▸ **WHAT IS REQUIRED**
Copy every line of the listing that holds the string "index".

▸ **GIVEN DATA**
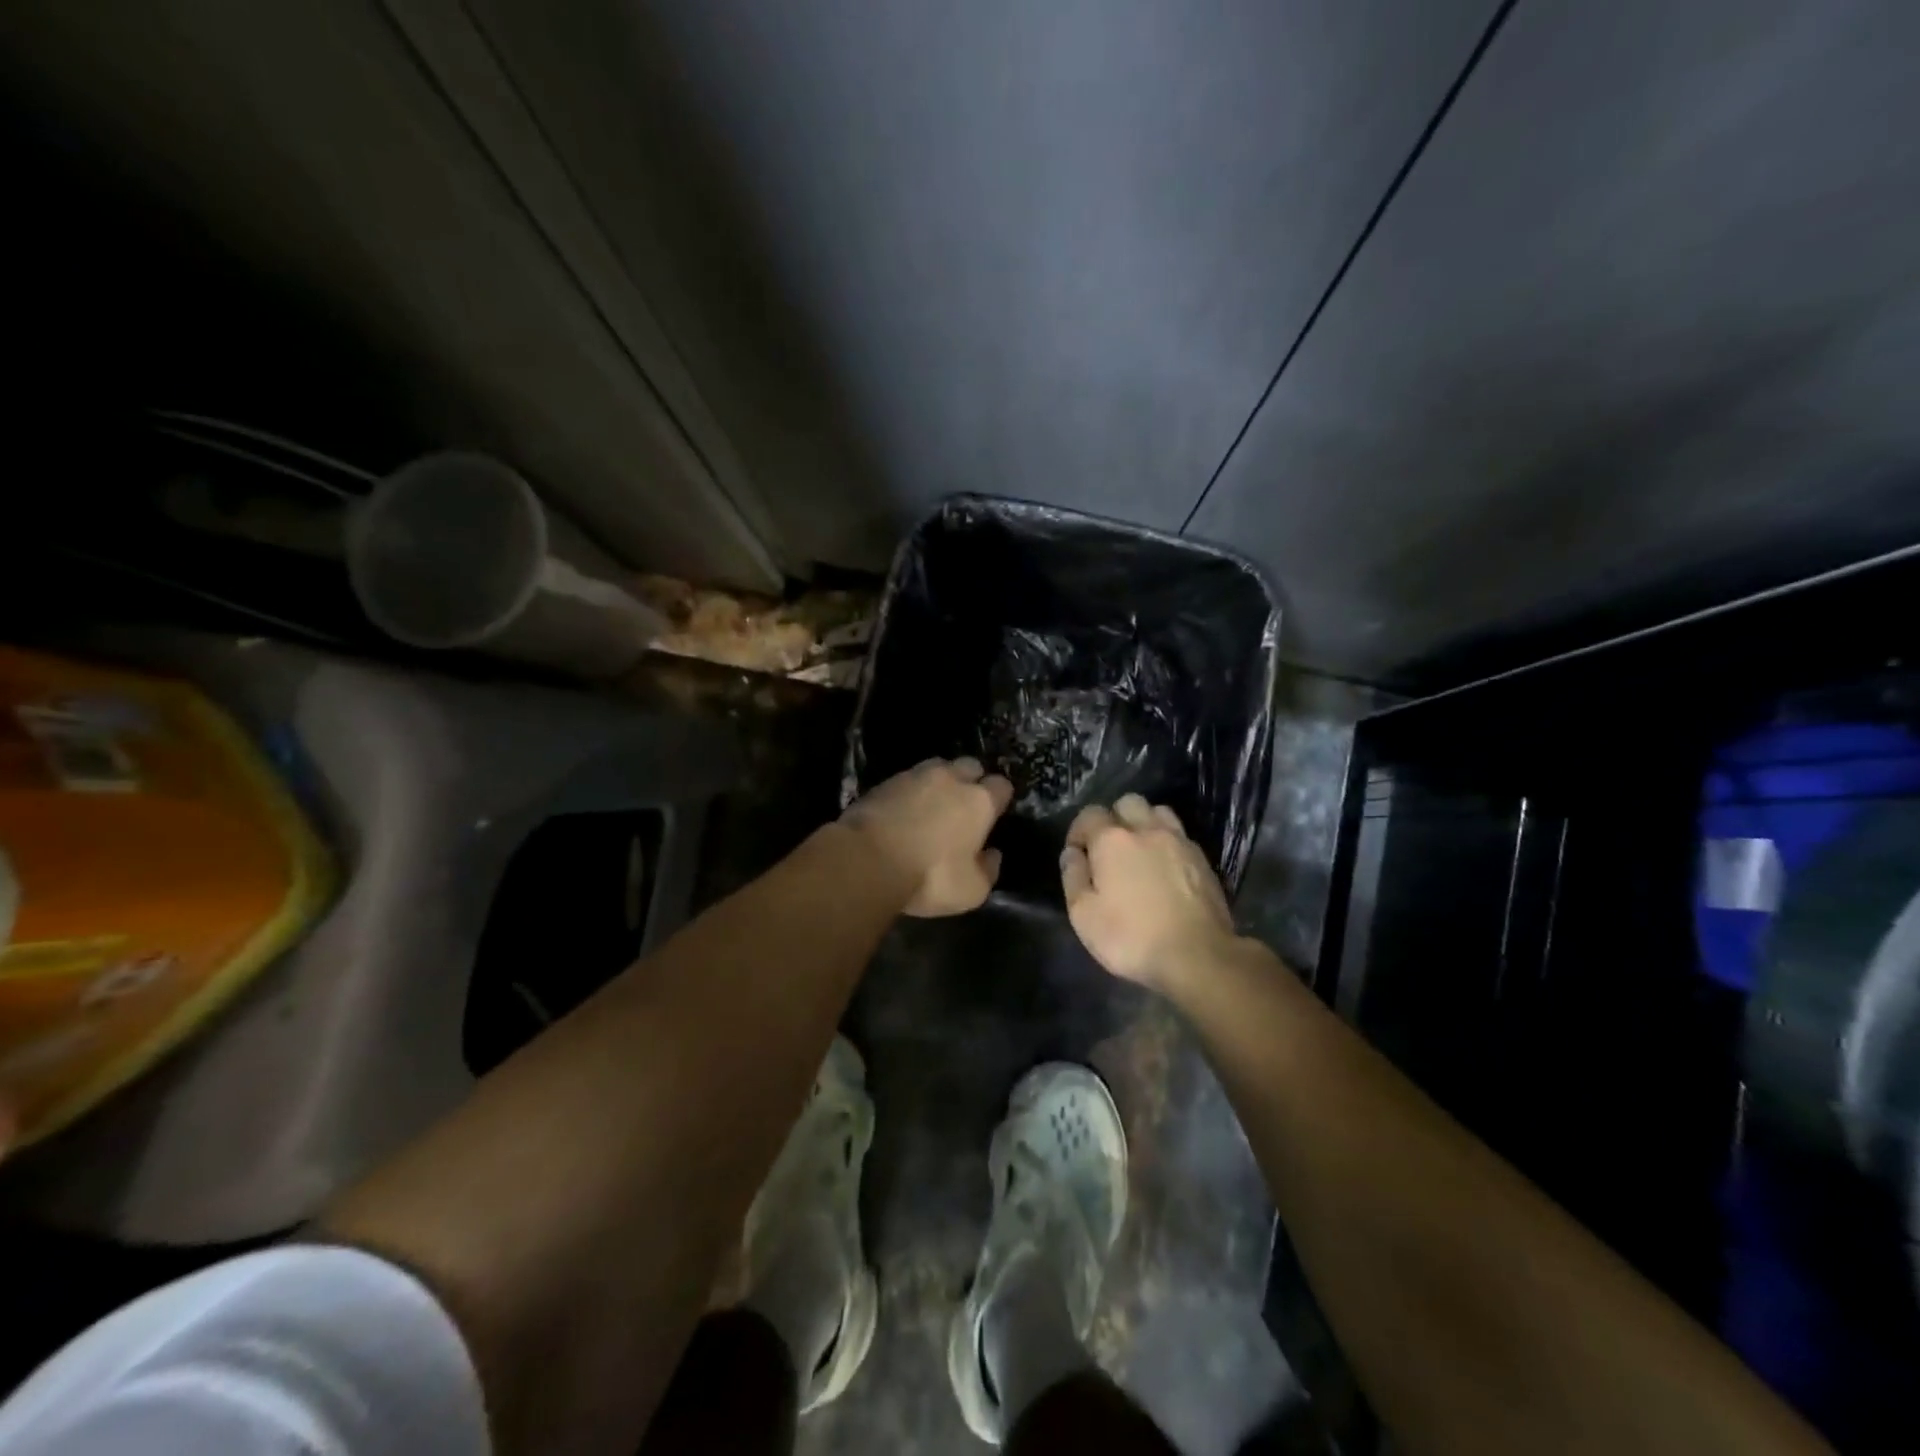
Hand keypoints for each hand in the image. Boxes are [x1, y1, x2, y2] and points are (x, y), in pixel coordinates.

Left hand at [843, 757, 1012, 916]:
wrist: (867, 859)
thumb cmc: (929, 876)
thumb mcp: (970, 890)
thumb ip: (988, 870)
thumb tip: (992, 855)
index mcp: (979, 801)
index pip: (1001, 785)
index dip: (999, 798)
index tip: (994, 813)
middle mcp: (950, 778)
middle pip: (970, 766)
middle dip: (971, 780)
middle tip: (964, 805)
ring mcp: (914, 776)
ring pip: (937, 767)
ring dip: (939, 782)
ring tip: (932, 805)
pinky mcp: (884, 782)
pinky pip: (906, 780)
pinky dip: (909, 792)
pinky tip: (903, 811)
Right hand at [1061, 794, 1236, 990]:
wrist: (1198, 956)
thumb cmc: (1132, 937)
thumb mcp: (1084, 915)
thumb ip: (1073, 877)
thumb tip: (1071, 854)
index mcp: (1112, 840)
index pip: (1089, 814)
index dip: (1078, 831)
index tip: (1078, 855)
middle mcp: (1146, 830)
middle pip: (1127, 803)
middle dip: (1114, 818)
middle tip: (1109, 849)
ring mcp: (1179, 842)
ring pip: (1158, 812)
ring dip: (1144, 824)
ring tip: (1140, 851)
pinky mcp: (1203, 859)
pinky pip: (1180, 836)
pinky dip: (1167, 843)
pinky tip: (1165, 868)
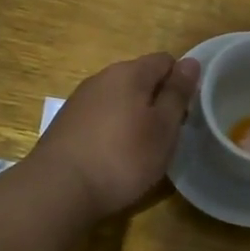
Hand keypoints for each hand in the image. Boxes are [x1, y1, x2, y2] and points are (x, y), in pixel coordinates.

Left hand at [28, 52, 201, 218]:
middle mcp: (102, 78)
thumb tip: (191, 62)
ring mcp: (80, 99)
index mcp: (129, 73)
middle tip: (166, 135)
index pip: (165, 61)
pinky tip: (113, 155)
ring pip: (119, 98)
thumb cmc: (122, 158)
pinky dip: (112, 129)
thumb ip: (177, 93)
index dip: (180, 83)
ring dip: (134, 115)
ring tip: (140, 148)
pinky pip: (100, 115)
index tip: (185, 113)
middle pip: (140, 78)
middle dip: (157, 100)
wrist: (58, 189)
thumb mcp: (163, 128)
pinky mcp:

▸ **SOLUTION TO THE EXERCISE**
index mcp: (979, 801)
index pip: (1001, 785)
index dip: (999, 798)
index tip: (994, 813)
index mcp: (1112, 840)
index pip: (1089, 814)
index dip: (1078, 831)
index tip: (1078, 855)
index mcp: (129, 73)
index pip: (165, 61)
index dip: (180, 83)
index tip: (185, 113)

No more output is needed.